Andrews is a rural locality in the Northern Areas Council of South Australia, located on the Hill River. Its boundaries were formalised in April 2001 for the long established name for the area. The district, which is primarily dedicated to primary production, mainly grain farming, is in the Spalding Ward of the council. The township has bulk grain handling and storage facilities as well as limited sporting and community facilities. The Hill River Road and the Hill River run north–south through the locality, while Andrews Road runs east–west, connecting the Goyder Highway with RM Williams Way. In the , the population of Andrews was too low to separately report; it was included in that of adjacent Spalding.

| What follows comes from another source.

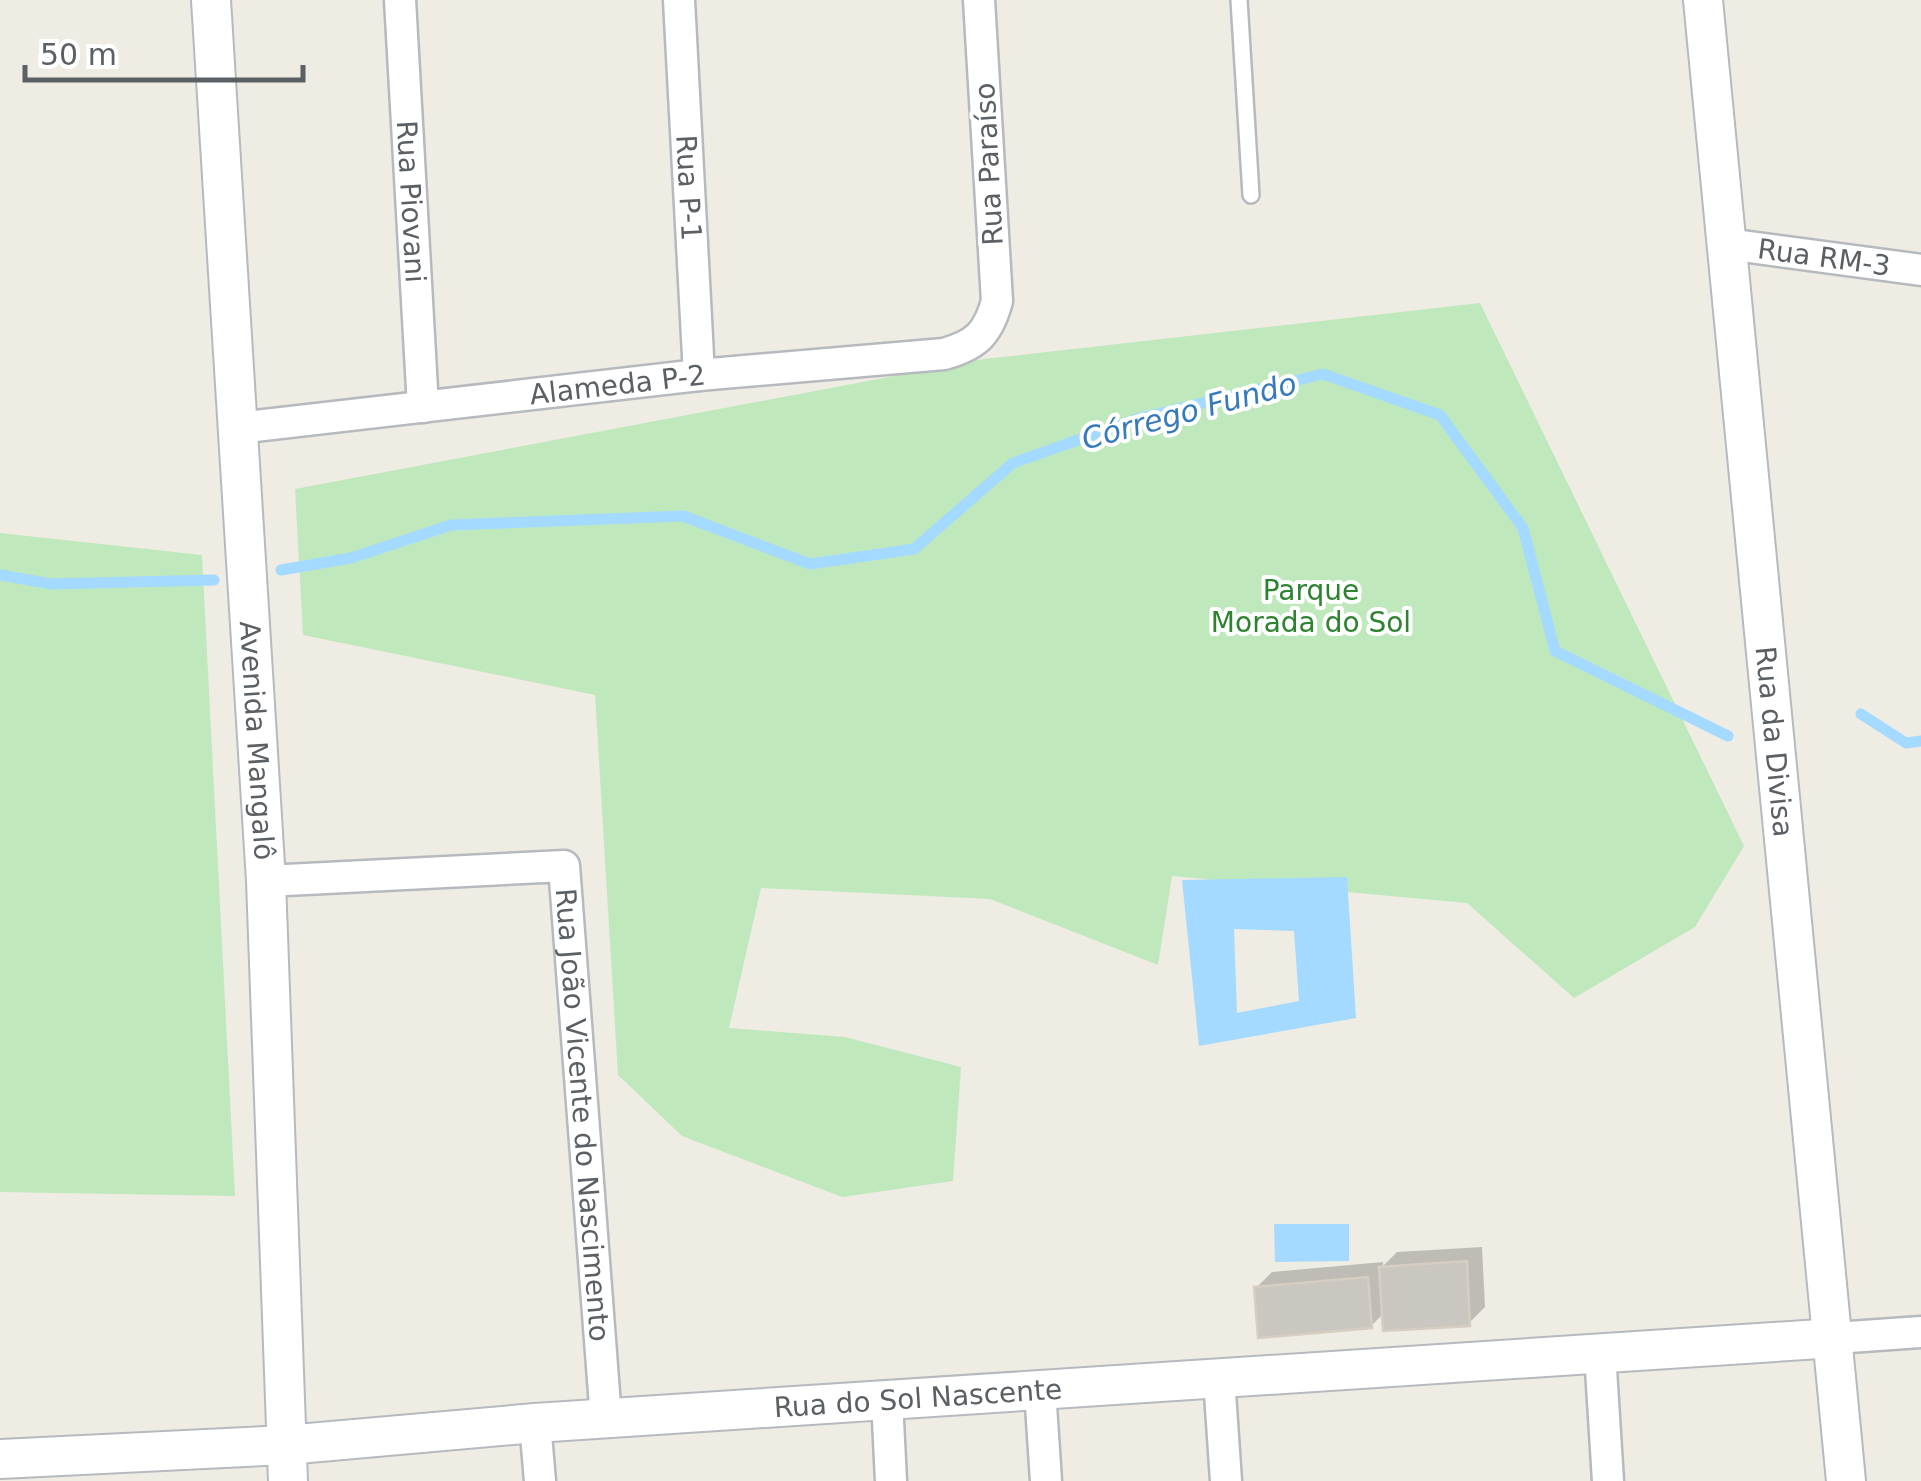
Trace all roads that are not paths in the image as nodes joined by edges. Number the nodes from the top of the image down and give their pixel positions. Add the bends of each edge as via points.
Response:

The original pastoral leases were thrown open for closer settlement when the Hundred of Andrews was proclaimed on 24 November 1864. The Hundred of Andrews has wider boundaries than the modern locality, also including modern Euromina, Broughton River Valley and the southern section of Spalding. The Hundred was named after Richard Bullock Andrews, a South Australian politician and judge. Most of the original land sales took place in 1865. The section of the Hundred of Andrews north of the northern border of adjacent Euromina became part of the District Council of Spalding when it was first proclaimed in 1885; the remainder would later become part of the District Council of Hutt and Hill Rivers until being merged into the Spalding council in 1935. Andrews Post Office opened circa 1922 and closed on 31 December 1979.

The Northern Areas Council Development Plan states that the "bulk handling and storage facilities at Andrews are of strategic importance to the economy of the State and need to be protected from encroachment by incompatible development", and seeks to avoid "incompatible land uses" in their vicinity.